══ Dataset excerpts
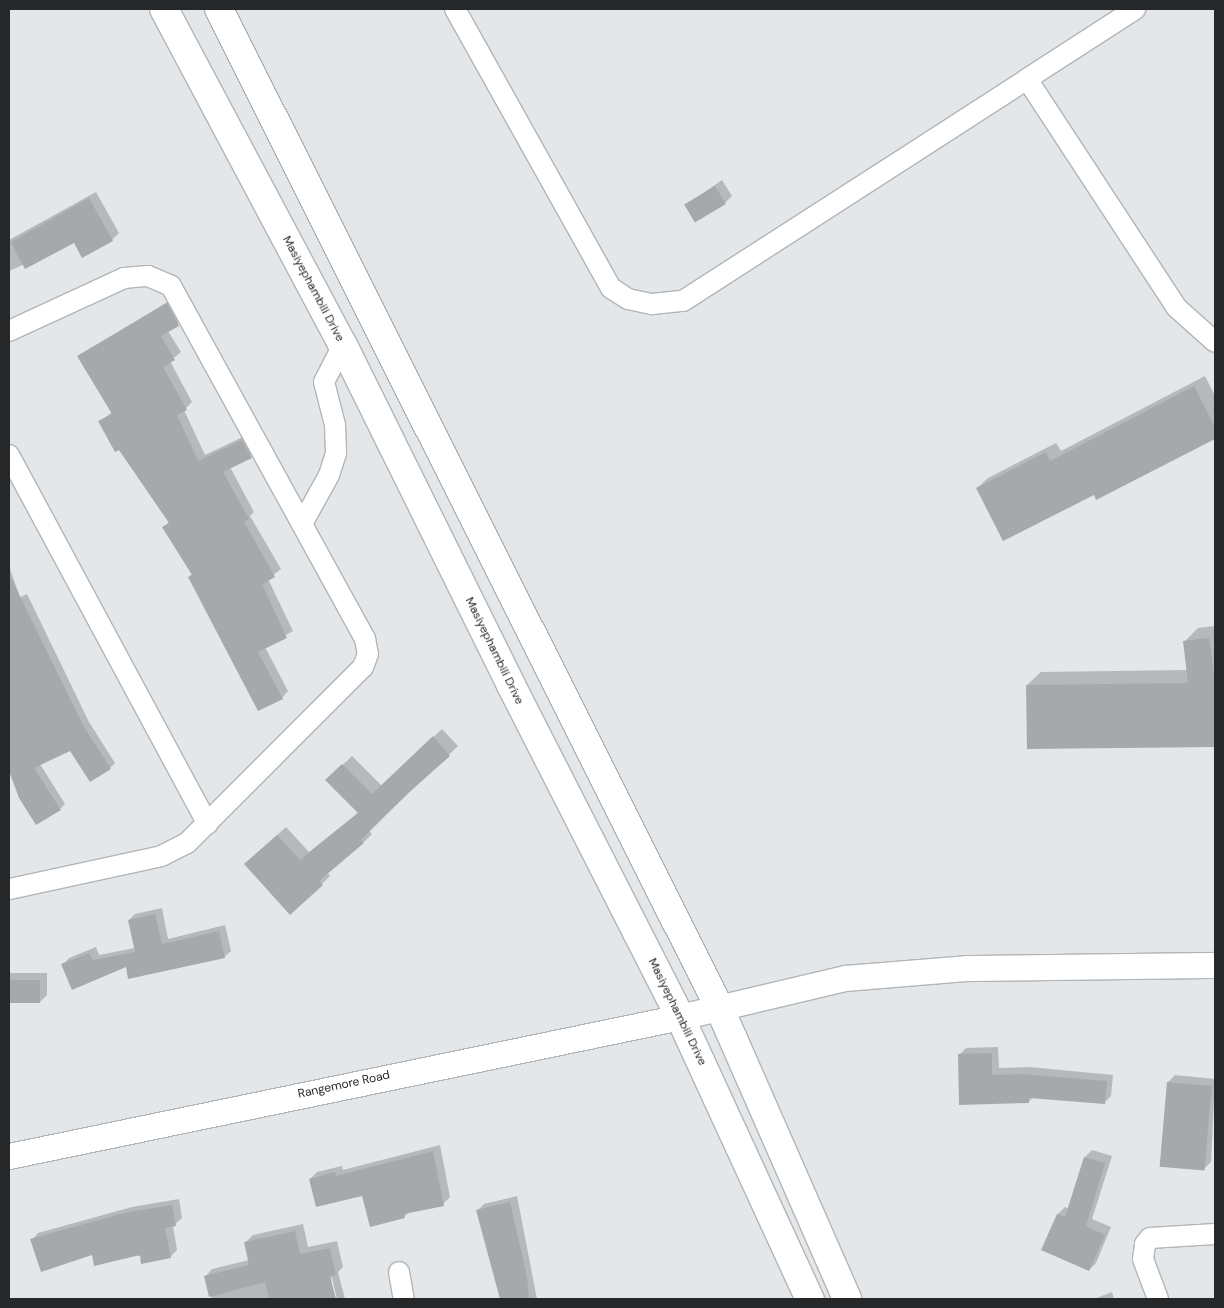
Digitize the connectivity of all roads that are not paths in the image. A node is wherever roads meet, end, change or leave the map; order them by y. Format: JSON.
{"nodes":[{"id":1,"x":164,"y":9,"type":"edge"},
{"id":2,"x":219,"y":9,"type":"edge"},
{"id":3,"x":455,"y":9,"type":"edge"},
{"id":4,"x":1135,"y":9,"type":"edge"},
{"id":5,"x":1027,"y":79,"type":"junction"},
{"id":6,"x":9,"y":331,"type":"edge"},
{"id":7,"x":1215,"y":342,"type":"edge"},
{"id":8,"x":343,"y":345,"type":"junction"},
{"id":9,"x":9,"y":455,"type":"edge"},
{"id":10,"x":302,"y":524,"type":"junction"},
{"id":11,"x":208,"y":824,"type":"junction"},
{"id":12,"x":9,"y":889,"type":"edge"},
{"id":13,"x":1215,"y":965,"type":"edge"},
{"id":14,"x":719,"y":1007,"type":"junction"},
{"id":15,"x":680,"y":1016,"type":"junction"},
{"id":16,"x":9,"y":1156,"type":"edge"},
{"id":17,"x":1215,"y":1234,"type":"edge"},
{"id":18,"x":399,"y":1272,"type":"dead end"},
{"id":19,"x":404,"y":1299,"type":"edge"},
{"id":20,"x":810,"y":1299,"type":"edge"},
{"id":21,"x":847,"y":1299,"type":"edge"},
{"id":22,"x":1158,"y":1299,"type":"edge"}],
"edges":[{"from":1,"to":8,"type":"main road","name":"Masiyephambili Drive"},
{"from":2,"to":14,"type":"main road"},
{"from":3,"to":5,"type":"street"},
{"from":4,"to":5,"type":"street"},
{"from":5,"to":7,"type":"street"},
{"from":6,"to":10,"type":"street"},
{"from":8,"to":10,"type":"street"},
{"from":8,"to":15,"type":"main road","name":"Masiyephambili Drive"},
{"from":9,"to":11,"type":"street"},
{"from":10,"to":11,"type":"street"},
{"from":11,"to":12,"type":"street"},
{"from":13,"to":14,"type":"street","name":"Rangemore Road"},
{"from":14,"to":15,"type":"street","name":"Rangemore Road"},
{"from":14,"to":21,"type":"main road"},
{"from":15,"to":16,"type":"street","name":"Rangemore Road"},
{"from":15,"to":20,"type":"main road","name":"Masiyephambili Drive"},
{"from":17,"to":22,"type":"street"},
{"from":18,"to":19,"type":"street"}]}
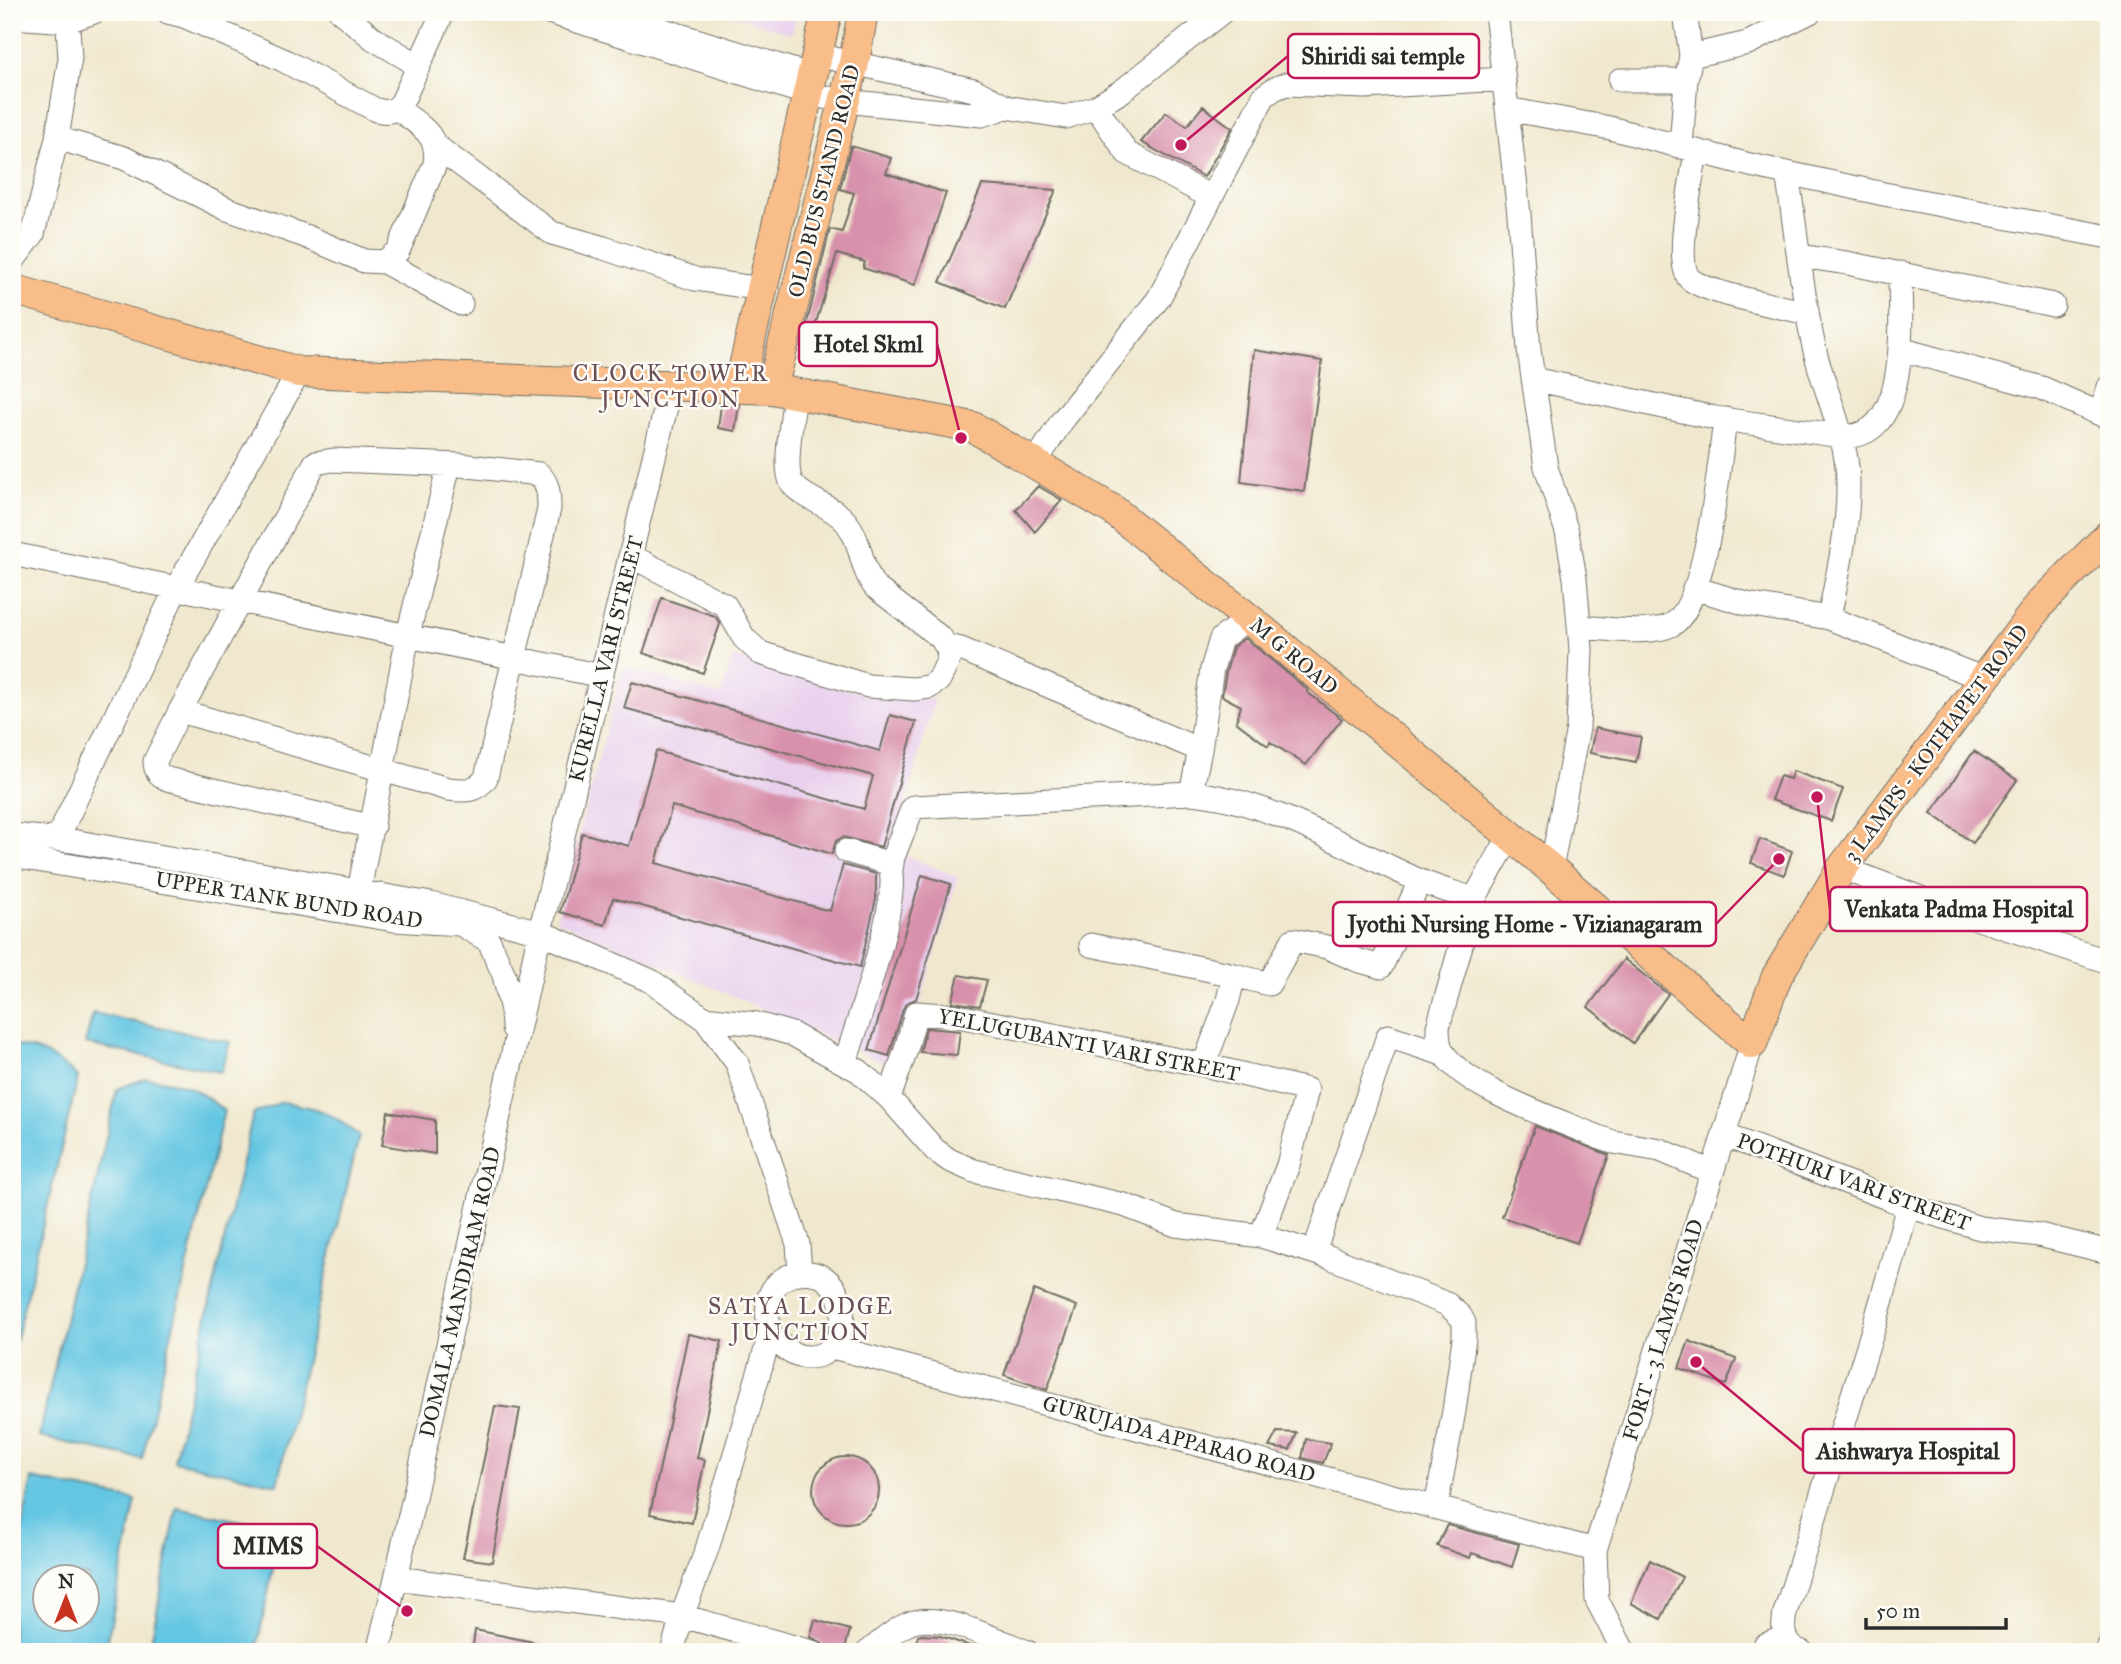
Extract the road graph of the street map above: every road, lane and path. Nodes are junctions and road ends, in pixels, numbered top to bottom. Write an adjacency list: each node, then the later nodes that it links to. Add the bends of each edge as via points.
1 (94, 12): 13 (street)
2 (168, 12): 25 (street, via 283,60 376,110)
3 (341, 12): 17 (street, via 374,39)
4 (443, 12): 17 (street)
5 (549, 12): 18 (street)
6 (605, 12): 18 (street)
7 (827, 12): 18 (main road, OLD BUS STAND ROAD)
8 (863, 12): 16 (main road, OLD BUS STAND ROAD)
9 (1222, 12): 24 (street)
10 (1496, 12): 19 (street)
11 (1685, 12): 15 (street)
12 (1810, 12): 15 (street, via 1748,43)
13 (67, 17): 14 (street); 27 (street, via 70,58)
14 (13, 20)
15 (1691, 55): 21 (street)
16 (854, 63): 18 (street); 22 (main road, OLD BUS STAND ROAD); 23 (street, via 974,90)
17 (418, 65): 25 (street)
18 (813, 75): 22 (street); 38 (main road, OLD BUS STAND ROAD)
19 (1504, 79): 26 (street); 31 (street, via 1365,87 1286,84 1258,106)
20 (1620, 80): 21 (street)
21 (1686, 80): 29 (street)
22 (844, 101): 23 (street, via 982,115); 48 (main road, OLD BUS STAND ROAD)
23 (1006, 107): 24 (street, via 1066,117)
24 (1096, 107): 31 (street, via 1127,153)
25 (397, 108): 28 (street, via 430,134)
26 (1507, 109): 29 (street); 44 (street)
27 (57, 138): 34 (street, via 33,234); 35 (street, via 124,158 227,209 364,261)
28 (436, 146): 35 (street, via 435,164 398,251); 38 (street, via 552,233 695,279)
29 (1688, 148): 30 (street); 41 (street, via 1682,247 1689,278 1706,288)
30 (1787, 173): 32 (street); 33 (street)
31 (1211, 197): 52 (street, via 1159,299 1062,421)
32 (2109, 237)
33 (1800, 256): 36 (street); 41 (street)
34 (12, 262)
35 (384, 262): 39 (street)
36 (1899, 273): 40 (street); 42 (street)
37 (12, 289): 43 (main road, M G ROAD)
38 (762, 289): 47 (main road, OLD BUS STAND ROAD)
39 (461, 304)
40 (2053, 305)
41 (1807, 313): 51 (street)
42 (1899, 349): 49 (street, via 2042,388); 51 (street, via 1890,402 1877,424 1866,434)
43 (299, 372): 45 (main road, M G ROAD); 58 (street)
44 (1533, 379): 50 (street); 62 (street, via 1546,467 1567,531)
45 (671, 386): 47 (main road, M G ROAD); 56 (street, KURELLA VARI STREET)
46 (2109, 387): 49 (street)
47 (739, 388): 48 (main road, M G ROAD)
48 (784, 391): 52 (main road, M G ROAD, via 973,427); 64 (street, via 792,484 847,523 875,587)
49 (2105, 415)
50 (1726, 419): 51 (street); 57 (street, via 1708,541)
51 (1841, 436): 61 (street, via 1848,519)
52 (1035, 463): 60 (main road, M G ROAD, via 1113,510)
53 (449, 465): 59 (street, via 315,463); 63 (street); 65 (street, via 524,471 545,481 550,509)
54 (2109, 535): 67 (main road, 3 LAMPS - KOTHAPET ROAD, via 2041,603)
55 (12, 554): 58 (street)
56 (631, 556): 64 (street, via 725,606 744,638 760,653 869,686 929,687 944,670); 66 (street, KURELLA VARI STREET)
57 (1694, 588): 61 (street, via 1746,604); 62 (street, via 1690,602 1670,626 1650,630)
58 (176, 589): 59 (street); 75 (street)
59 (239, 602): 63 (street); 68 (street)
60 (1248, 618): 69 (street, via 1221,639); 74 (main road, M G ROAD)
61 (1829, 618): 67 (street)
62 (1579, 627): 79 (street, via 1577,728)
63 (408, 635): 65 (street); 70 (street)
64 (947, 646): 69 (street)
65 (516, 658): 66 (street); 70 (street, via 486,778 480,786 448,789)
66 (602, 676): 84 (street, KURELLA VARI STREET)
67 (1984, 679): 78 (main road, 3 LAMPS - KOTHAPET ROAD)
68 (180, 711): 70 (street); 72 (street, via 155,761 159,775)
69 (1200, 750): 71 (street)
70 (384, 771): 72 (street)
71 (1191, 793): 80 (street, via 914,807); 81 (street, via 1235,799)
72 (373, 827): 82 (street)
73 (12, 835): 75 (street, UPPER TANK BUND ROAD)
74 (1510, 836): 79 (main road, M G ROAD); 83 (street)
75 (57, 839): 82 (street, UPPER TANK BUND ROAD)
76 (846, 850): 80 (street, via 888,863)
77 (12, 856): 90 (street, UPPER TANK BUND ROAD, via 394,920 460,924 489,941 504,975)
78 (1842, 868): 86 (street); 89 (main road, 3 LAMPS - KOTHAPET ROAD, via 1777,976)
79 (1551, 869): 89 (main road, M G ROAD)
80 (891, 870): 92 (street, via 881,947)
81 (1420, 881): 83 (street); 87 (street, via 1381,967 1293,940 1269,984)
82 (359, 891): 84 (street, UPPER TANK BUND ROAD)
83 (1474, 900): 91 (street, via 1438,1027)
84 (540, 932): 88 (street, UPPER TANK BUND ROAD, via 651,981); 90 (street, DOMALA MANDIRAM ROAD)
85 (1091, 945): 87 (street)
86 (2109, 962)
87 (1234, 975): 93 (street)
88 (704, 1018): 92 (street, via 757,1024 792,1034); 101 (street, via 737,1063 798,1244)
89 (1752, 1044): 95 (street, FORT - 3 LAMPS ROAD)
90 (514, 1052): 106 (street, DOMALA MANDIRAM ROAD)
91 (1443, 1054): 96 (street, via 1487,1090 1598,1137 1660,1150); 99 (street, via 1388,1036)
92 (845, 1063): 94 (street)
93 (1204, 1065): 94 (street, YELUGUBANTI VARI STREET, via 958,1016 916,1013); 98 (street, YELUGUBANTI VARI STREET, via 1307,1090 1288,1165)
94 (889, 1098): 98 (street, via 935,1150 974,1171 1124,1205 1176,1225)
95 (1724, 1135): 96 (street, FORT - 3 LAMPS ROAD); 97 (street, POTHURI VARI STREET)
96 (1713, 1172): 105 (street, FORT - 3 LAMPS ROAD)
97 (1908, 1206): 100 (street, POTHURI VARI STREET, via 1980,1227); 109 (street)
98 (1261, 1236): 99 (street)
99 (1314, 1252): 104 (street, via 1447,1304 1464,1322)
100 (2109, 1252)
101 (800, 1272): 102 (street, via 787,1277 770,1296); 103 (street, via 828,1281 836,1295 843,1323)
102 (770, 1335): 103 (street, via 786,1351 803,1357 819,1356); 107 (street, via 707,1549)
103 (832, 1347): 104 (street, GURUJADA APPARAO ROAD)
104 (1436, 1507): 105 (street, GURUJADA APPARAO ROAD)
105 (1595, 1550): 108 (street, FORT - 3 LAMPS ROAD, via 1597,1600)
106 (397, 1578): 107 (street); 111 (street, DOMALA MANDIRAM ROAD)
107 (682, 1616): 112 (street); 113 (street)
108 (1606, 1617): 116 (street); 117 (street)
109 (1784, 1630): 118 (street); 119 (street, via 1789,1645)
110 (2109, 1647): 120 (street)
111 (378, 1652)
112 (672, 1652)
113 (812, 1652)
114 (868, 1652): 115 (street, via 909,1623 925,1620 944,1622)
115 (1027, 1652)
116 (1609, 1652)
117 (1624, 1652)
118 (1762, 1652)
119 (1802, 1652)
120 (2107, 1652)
════
What to work on. Copy out every line of the records that the string "BUND" appears in.

Reply.
73 (12, 835): 75 (street, UPPER TANK BUND ROAD)
75 (57, 839): 82 (street, UPPER TANK BUND ROAD)
77 (12, 856): 90 (street, UPPER TANK BUND ROAD, via 394,920 460,924 489,941 504,975)
82 (359, 891): 84 (street, UPPER TANK BUND ROAD)
84 (540, 932): 88 (street, UPPER TANK BUND ROAD, via 651,981); 90 (street, DOMALA MANDIRAM ROAD)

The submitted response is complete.